Между краткими наездами своего хозяина, когда тому необходимо было побыть одному, деревенский дом пустовал. Я не чувствовала двусмысленности своего положения живя в Деревне. До подобных нюансов ли мне было? Надо мной нависло слишком много проблем. Я нигде не училась, соответственно, потеряла хоть временную, но всё же прописку в Москве. Потом всё, вроде бы, начало разрешаться. Добрый Дядя нашел подходящих случаю «больших людей», которые сумели быть достаточно убедительными на «стрелке» с Влюбленным Бандитом. В результате тот не только легко отказался от пылкой страсти ко мне, но и взялся меня охранять от посягательств других быкующих мачо в пределах «своей» территории. Так что занятия в училище я могла спокойно продолжить. В общагу никто меня возвращать не собирался, об этом и речи не было. Тогда впервые всплыла пустующая квартира в хрущёбе, там я потом жила, а впоследствии стала гордой её владелицей. Добрый Дядя, поколебавшись, отказался от идеи поселять меня там — мала я была, по его разумению, для самостоятельной жизни. Угу. Не так много времени прошло, и выяснилось, что для того, чтобы стать его любовницей, я не была мала.

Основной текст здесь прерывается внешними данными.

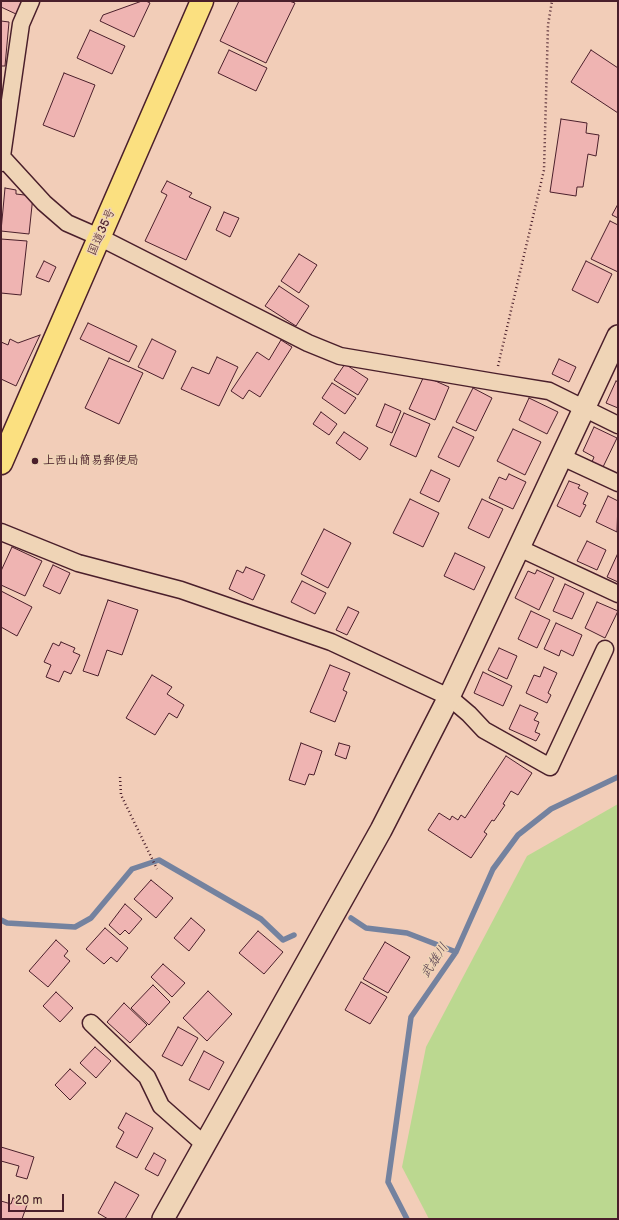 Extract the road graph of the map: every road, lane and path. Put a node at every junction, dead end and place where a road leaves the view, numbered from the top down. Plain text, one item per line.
1 (31, 1) edge
2 (202, 1) edge
3 (552, 1) edge
4 (1, 159) edge
5 (99, 237) junction
6 (618, 336) edge
7 (494, 382) junction
8 (584, 408) junction
9 (618, 425) edge
10 (562, 457) junction
11 (1, 463) edge
12 (618, 483) edge
13 (1, 532) edge
14 (519, 548) junction
15 (618, 594) edge
16 (605, 649) dead end
17 (449, 697) junction
18 (120, 777) dead end
19 (157, 869) dead end
20 (91, 1023) dead end
21 (205, 1145) junction
22 (163, 1219) edge

1 - 4 street
2 - 5 highway, 国道35号
3 - 7 path
4 - 5 street
5 - 7 street
5 - 11 highway, 国道35号
6 - 8 street
7 - 8 street
8 - 9 street
8 - 10 street
10 - 12 street
10 - 14 street
13 - 17 street
14 - 15 street
14 - 17 street
16 - 17 street
17 - 21 street
18 - 19 path
20 - 21 street
21 - 22 street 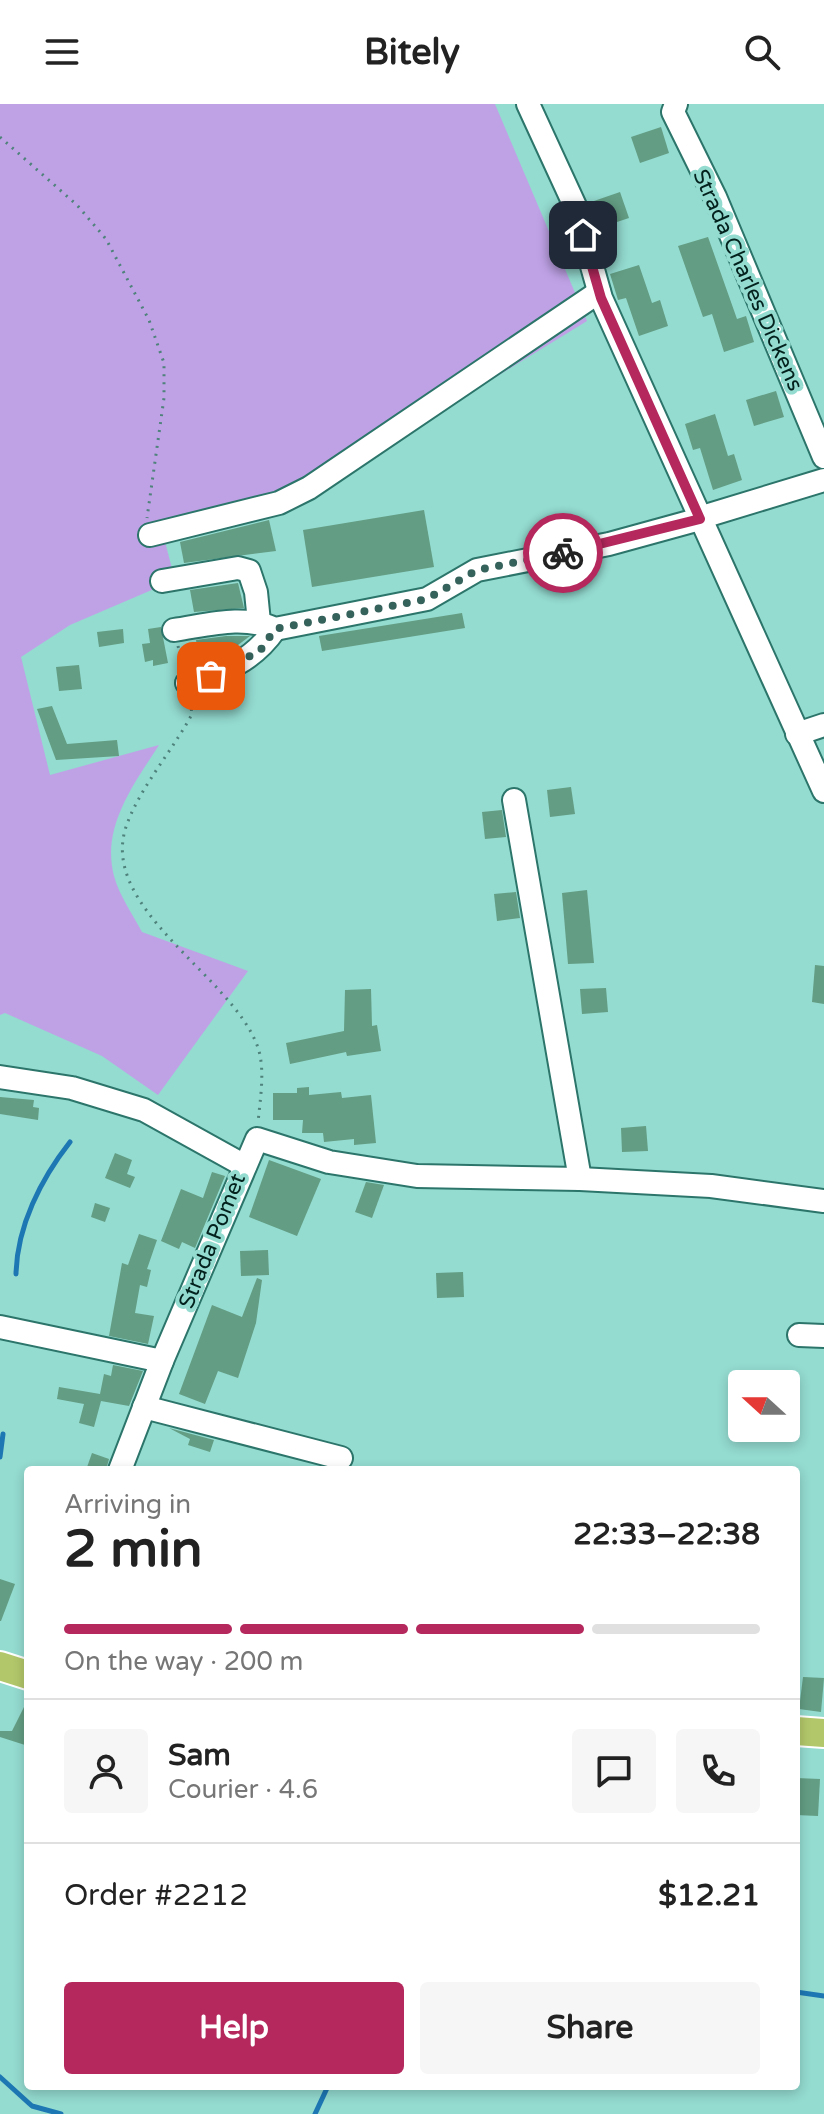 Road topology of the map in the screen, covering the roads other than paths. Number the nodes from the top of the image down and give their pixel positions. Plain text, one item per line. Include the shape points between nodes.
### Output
1 (528, 104) edge
2 (676, 104) edge
3 (599, 292) junction
4 (824, 457) edge
5 (824, 480) edge
6 (699, 518) junction
7 (150, 535) dead end
8 (162, 581) dead end
9 (267, 626) junction
10 (174, 630) dead end
11 (187, 683) dead end
12 (824, 725) edge
13 (797, 734) junction
14 (824, 791) edge
15 (514, 800) dead end
16 (0, 1077) edge
17 (245, 1166) junction
18 (580, 1179) junction
19 (824, 1201) edge
20 (0, 1327) edge
21 (799, 1335) dead end
22 (824, 1336) edge
23 (162, 1361) junction
24 (144, 1407) junction
25 (341, 1458) dead end
26 (122, 1466) edge
27 (0, 1666) edge
28 (24, 1674) edge
29 (800, 1731) edge
30 (824, 1733) edge

1 - 3 street via 575,206
2 - 4 street, Strada Charles Dickens via 673,112 715,197
3 - 6 street
3 - 7 street via 309,488 279,503
5 - 6 street
6 - 9 street via 609,544 477,570 427,599
6 - 13 street
8 - 9 street via 238,568 249,571
9 - 10 street via 239,620
9 - 11 street via 260,651
12 - 13 street
13 - 14 street
15 - 18 street
16 - 17 street, Strada Pomet via 72,1088 144,1110
17 - 18 street via 257,1139 329,1162 417,1176
17 - 23 street, Strada Pomet
18 - 19 street via 711,1186
20 - 23 street
21 - 22 street
23 - 24 street, Strada Pomet
24 - 25 street
24 - 26 street, Strada Pomet
27 - 28 main road
29 - 30 main road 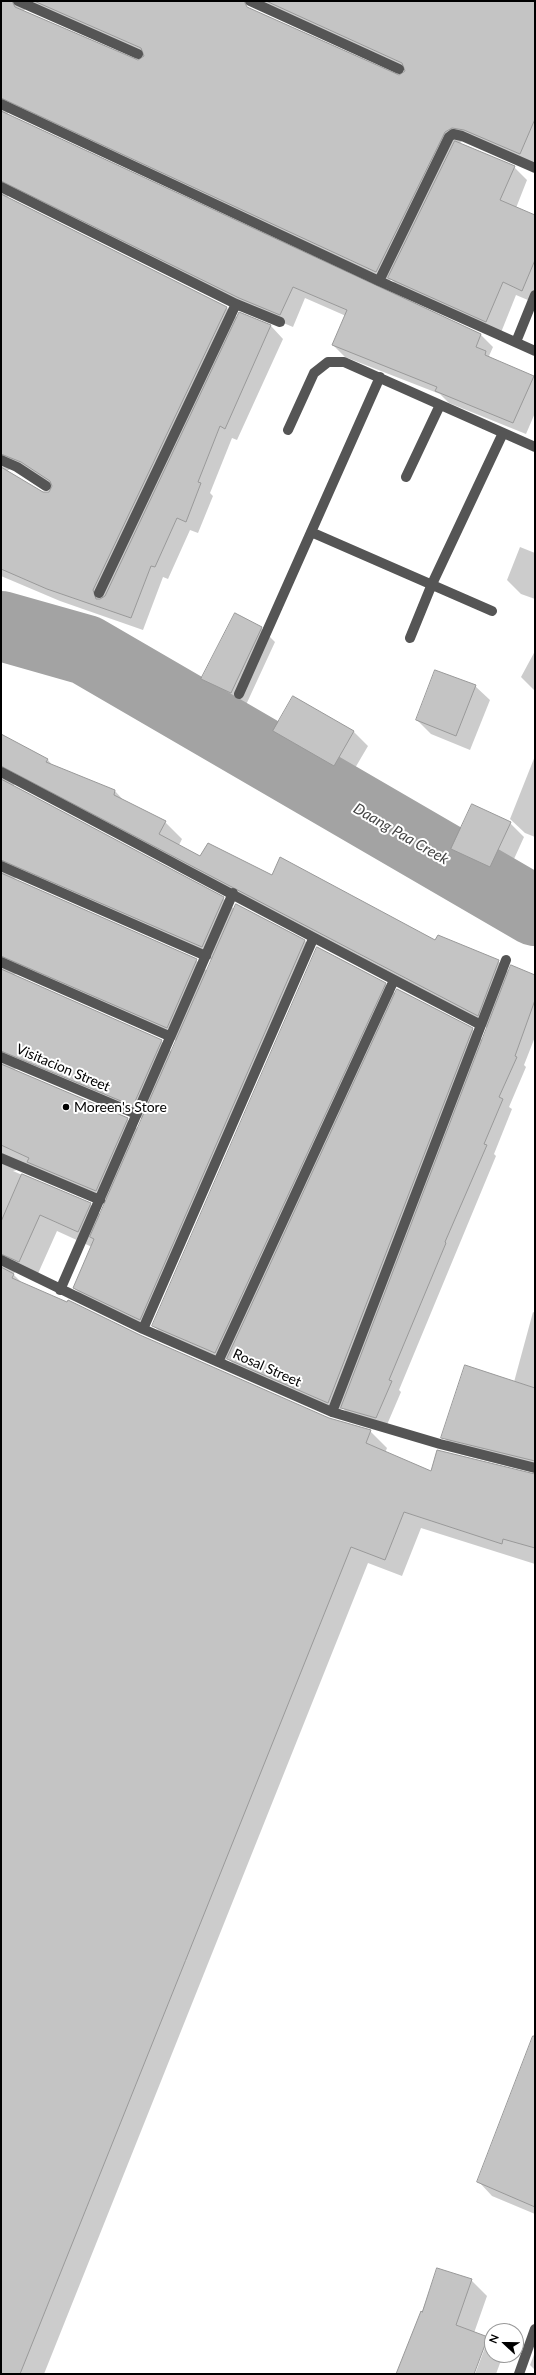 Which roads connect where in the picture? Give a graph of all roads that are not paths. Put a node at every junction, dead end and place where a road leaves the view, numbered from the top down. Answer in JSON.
{"nodes":[{"id":1,"x":18,"y":1,"type":"edge"},
{"id":2,"x":250,"y":1,"type":"edge"},
{"id":3,"x":138,"y":54,"type":"dead end"},
{"id":4,"x":399,"y":69,"type":"dead end"},
{"id":5,"x":1,"y":104,"type":"edge"},
{"id":6,"x":535,"y":168,"type":"edge"},
{"id":7,"x":1,"y":187,"type":"edge"},
{"id":8,"x":379,"y":281,"type":"junction"},
{"id":9,"x":535,"y":295,"type":"edge"},
{"id":10,"x":236,"y":304,"type":"junction"},
{"id":11,"x":280,"y":322,"type":"dead end"},
{"id":12,"x":516,"y":342,"type":"junction"},
{"id":13,"x":535,"y":350,"type":"edge"},
{"id":14,"x":380,"y":377,"type":"junction"},
{"id":15,"x":440,"y":405,"type":"junction"},
{"id":16,"x":288,"y":430,"type":"dead end"},
{"id":17,"x":503,"y":433,"type":"junction"},
{"id":18,"x":535,"y":447,"type":"edge"},
{"id":19,"x":1,"y":460,"type":"edge"},
{"id":20,"x":406,"y":477,"type":"dead end"},
{"id":21,"x":46,"y":486,"type":"dead end"},
{"id":22,"x":311,"y":532,"type":"junction"},
{"id":23,"x":432,"y":584,"type":"junction"},
{"id":24,"x":99,"y":593,"type":"dead end"},
{"id":25,"x":492,"y":611,"type":"dead end"},
{"id":26,"x":410,"y":638,"type":"dead end"},
{"id":27,"x":239,"y":694,"type":"dead end"},
{"id":28,"x":1,"y":772,"type":"edge"},
{"id":29,"x":1,"y":866,"type":"edge"},
{"id":30,"x":233,"y":893,"type":"junction"},
{"id":31,"x":313,"y":939,"type":"junction"},
{"id":32,"x":206,"y":956,"type":"junction"},
{"id":33,"x":506,"y":960,"type":"dead end"},
{"id":34,"x":1,"y":962,"type":"edge"},
{"id":35,"x":394,"y":980,"type":"junction"},
{"id":36,"x":481,"y":1025,"type":"junction"},
{"id":37,"x":169,"y":1036,"type":"junction"},
{"id":38,"x":1,"y":1056,"type":"edge"},
{"id":39,"x":136,"y":1114,"type":"junction"},
{"id":40,"x":1,"y":1158,"type":"edge"},
{"id":41,"x":100,"y":1200,"type":"junction"},
{"id":42,"x":1,"y":1260,"type":"edge"},
{"id":43,"x":60,"y":1290,"type":"junction"},
{"id":44,"x":142,"y":1329,"type":"junction"},
{"id":45,"x":218,"y":1362,"type":"junction"},
{"id":46,"x":332,"y":1412,"type":"junction"},
{"id":47,"x":535,"y":1468,"type":"edge"},
{"id":48,"x":535,"y":2329,"type":"edge"},
{"id":49,"x":519,"y":2374,"type":"edge"}],
"edges":[{"from":1,"to":3,"type":"street"},
{"from":2,"to":4,"type":"street"},
{"from":5,"to":8,"type":"street"},
{"from":6,"to":8,"type":"street"},
{"from":7,"to":10,"type":"street"},
{"from":8,"to":12,"type":"street"},
{"from":9,"to":12,"type":"street"},
{"from":10,"to":11,"type":"street"},
{"from":10,"to":24,"type":"street"},
{"from":12,"to":13,"type":"street"},
{"from":14,"to":15,"type":"street"},
{"from":14,"to":16,"type":"street"},
{"from":14,"to":22,"type":"street"},
{"from":15,"to":17,"type":"street"},
{"from":15,"to":20,"type":"street"},
{"from":17,"to":18,"type":"street"},
{"from":17,"to":23,"type":"street"},
{"from":19,"to":21,"type":"street"},
{"from":22,"to":23,"type":"street"},
{"from":22,"to":27,"type":"street"},
{"from":23,"to":25,"type":"street"},
{"from":23,"to":26,"type":"street"},
{"from":28,"to":30,"type":"street"},
{"from":29,"to":32,"type":"street"},
{"from":30,"to":31,"type":"street"},
{"from":30,"to":32,"type":"street"},
{"from":31,"to":35,"type":"street"},
{"from":31,"to":44,"type":"street"},
{"from":32,"to":37,"type":"street"},
{"from":33,"to":36,"type":"street"},
{"from":34,"to":37,"type":"street"},
{"from":35,"to":36,"type":"street"},
{"from":35,"to":45,"type":"street"},
{"from":36,"to":46,"type":"street"},
{"from":37,"to":39,"type":"street"},
{"from":38,"to":39,"type":"street","name":"Visitacion Street"},
{"from":39,"to":41,"type":"street"},
{"from":40,"to":41,"type":"street"},
{"from":41,"to":43,"type":"street"},
{"from":42,"to":43,"type":"street","name":"Rosal Street"},
{"from":43,"to":44,"type":"street","name":"Rosal Street"},
{"from":44,"to":45,"type":"street","name":"Rosal Street"},
{"from":45,"to":46,"type":"street","name":"Rosal Street"},
{"from":46,"to":47,"type":"street","name":"Rosal Street"},
{"from":48,"to":49,"type":"street"}]}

Дидан решил пристроить меня жить к своей матери, полагая, что так ему будет спокойнее за нас обеих. У Лидии Павловны часто болело сердце, да и возраст был серьёзный, под восемьдесят; Добрый дядя волновался за мать, когда та жила одна. К сыну, несмотря на его уговоры, она переезжать не хотела. Значительно позже, когда я уже близко сошлась с этой чудесной старушкой, я поняла причину этого её нежелания — она относилась к своей невестке с явной прохладцей. От компаньонки Лидия Павловна отказывалась так же решительно. Но, когда из других городов наезжали родственники, то останавливались они почему-то не на необъятных просторах Добродядиной московской квартиры, ни в его внушительных размеров загородном доме на Николиной Горе, а в маленькой двушке Лидии Павловны, и она охотно принимала гостей. В моём лице они находили ценного специалиста — как-никак два месяца медучилища за плечами. Но в недалекой перспективе я, действительно, могла стать полезной Лидии Павловне — инъекцию сделать, давление измерить, да мало ли что может понадобиться старому больному человеку. Так что, всё, вроде бы, сходилось. И вот, когда Добрый Дядя собрался поговорить с матерью обо мне и о моей незаменимости в хозяйстве, выяснилось, что, во-первых, я разыскиваюсь милицией, а, во-вторых, уже почти разыскалась. Директора моего училища предупредили, что он должен немедленно стукнуть ментам при моём появлении. Понятное дело, родители меня должны были искать — так положено, когда из дому уходят несовершеннолетние дети.